Training sessions cannot be too vague or uniform: ideally, they should be customized depending on the type of the expected audience – Uber managers or drivers. The rationale for Uber managers to mobilize against the problem is not only ethical but also monetary: each dismissed human trafficking case has the potential to ruin the company’s reputation. The motivation for drivers to participate in the intervention may be more complex. In the perfect world, they would want to help others out of altruism, but in reality, individuals often prefer to pursue personal interests.
Drawing on this distinction, one may assume that the contents of training and planning sessions for the management board should overview higher-order administrative tasks. For instance, during such meetings, managers can discuss an updated support system that processes human trafficking reports in real-time and refers them to authorities. Another administrative task to discuss is researching relevant legislation in operating countries to see possibilities for helping to propagate the cause. Drivers also play an important role in making the intervention possible as they have the closest contact possible to potential victims. In training sessions, employees need to learn how to detect the subtle signs of a person being trafficked and report to authorities.
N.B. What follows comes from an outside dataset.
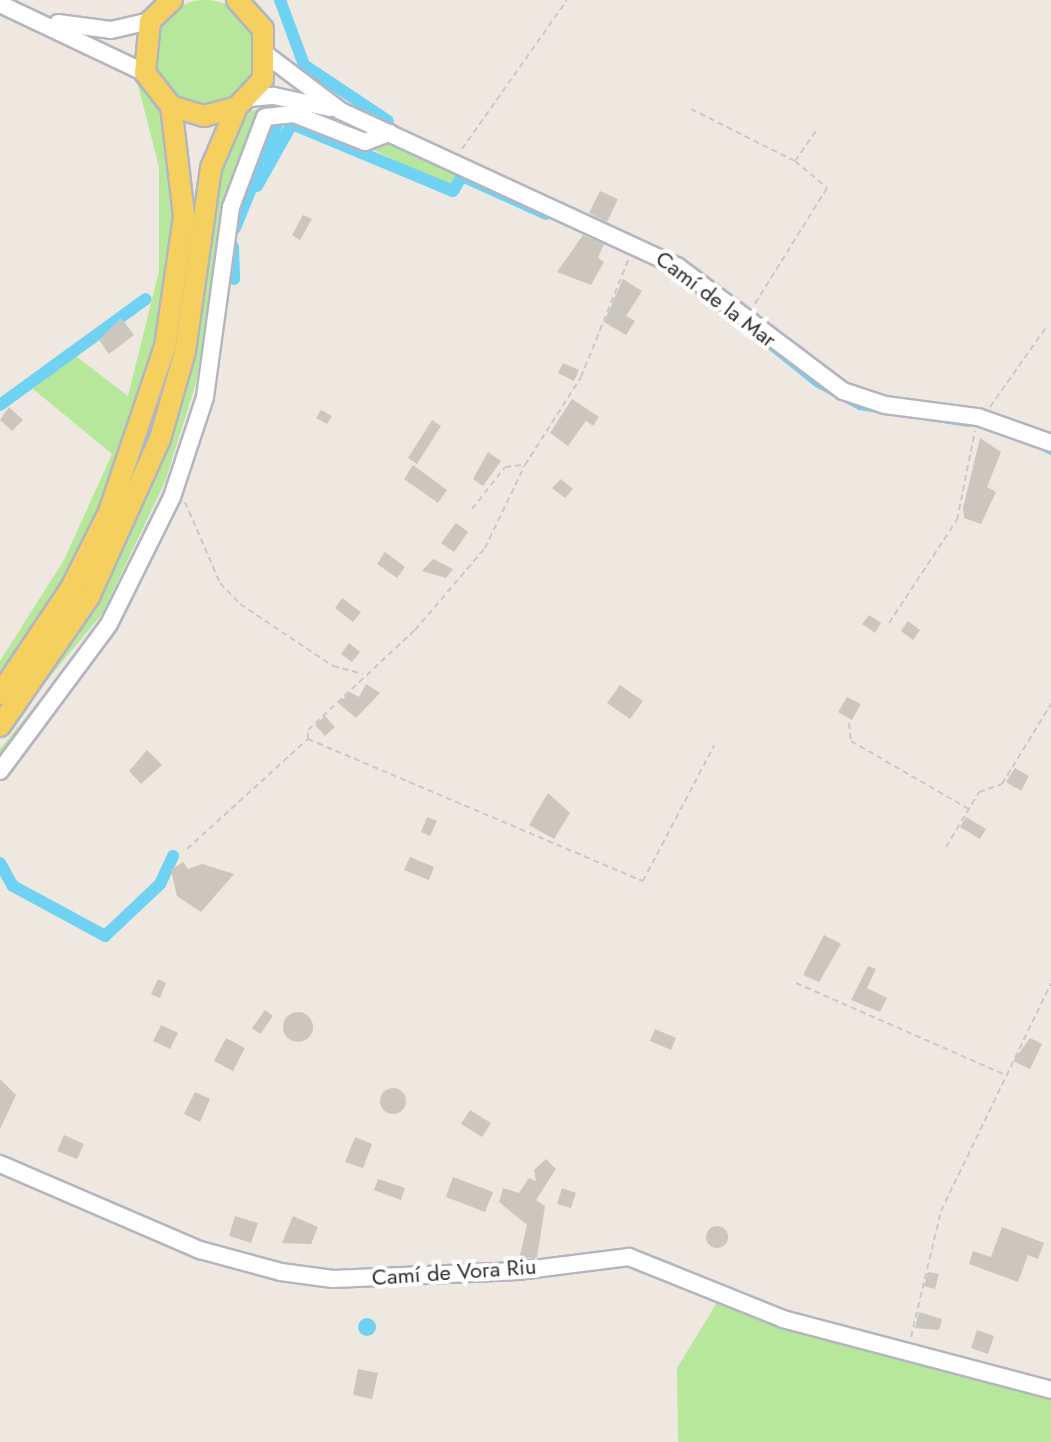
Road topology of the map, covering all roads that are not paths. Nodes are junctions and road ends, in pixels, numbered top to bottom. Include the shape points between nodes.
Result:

During this process, intercultural communication is crucial: it helps to pull all the teams and departments together and keeps everyone on track. At this stage, Uber needs to ensure constant communication both within subdivisions and between them (Srivastava, 2015). Within subdivisions, it is advisable to build interdisciplinary “tower teams” consisting of people with different responsibilities for overviewing the process (Brown, Deletic & Wong, 2015). For instance, in one subdivision, there could be a team of an HR manager, developer, risk management specialist, and others. As for communication between subdivisions, there should be regular reporting in place and potentially a common database.
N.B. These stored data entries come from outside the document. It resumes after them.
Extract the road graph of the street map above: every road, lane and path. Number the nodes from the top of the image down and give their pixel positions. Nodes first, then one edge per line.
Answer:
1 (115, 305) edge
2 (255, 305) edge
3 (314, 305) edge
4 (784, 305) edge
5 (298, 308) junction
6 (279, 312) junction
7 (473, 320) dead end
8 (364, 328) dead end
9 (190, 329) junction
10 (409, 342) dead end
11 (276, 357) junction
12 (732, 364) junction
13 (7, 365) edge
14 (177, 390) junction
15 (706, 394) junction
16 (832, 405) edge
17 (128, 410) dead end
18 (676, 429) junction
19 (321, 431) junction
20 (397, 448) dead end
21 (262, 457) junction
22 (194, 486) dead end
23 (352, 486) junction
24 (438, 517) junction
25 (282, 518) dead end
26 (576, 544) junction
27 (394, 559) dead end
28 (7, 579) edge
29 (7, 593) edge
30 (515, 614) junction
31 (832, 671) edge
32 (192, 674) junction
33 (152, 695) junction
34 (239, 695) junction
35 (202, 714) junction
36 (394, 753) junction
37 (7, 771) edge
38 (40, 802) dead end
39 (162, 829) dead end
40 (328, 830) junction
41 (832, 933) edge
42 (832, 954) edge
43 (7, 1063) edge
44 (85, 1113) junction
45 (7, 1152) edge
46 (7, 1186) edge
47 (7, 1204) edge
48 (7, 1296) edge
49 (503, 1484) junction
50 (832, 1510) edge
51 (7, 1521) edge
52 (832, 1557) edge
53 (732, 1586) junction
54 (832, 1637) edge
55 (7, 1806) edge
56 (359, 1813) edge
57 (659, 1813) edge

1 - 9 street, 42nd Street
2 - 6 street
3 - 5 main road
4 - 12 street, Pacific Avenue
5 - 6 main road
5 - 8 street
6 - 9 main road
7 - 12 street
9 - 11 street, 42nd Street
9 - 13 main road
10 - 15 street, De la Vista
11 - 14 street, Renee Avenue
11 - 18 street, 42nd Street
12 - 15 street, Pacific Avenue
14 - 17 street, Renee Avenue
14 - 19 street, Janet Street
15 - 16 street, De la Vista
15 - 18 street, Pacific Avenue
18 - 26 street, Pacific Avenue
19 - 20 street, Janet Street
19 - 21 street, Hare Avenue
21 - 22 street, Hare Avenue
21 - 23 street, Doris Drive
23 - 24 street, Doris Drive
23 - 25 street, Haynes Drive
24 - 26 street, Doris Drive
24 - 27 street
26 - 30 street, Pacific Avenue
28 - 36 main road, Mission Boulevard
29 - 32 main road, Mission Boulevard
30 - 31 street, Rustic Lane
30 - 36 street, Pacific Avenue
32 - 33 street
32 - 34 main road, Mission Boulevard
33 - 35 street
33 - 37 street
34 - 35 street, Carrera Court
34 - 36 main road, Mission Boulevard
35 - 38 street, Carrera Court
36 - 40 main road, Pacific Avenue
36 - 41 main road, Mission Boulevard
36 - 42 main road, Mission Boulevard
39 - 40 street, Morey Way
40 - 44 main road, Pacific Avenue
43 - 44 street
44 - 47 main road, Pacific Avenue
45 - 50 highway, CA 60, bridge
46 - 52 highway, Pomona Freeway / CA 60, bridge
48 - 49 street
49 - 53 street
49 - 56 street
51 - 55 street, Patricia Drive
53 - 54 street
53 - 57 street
When it comes to handling a complex phenomenon such as human trafficking, the conceptualization of quality assurance can be quite a difficult task. The question arises as to what metrics could be the most indicative of the success of the campaign. Firstly, Uber might want to include the number of reported human trafficking cases in its yearly safety reports. This way, larger numbers should be interpreted as a positive change: this will mean that more employees are helping to detect suspected cases. Subsequently, Uber should collect data on human trafficking in the years to come and pinpoint any positive trends. Another metric that is not quantitative is the reputation of Uber as an agent in fighting against human trafficking. If the American company establishes itself as reliable and diligent in this regard, other human rights organizations will come forward for collaboration.
References
Brown, R. R., Deletic, A., & Wong, T. H. (2015). Interdisciplinarity: How to catalyse collaboration. Nature News, 525(7569), 315.
Renzetti, C. M., Bush, A., Castellanos, M., & Hunt, G. (2015). Does training make a difference? An evaluation of a specialized human trafficking training module for law enforcement officers. Journal of crime and justice, 38(3), 334-350.
Srivastava, S. B. (2015). Intraorganizational network dynamics in times of ambiguity. Organization Science, 26(5), 1365-1380.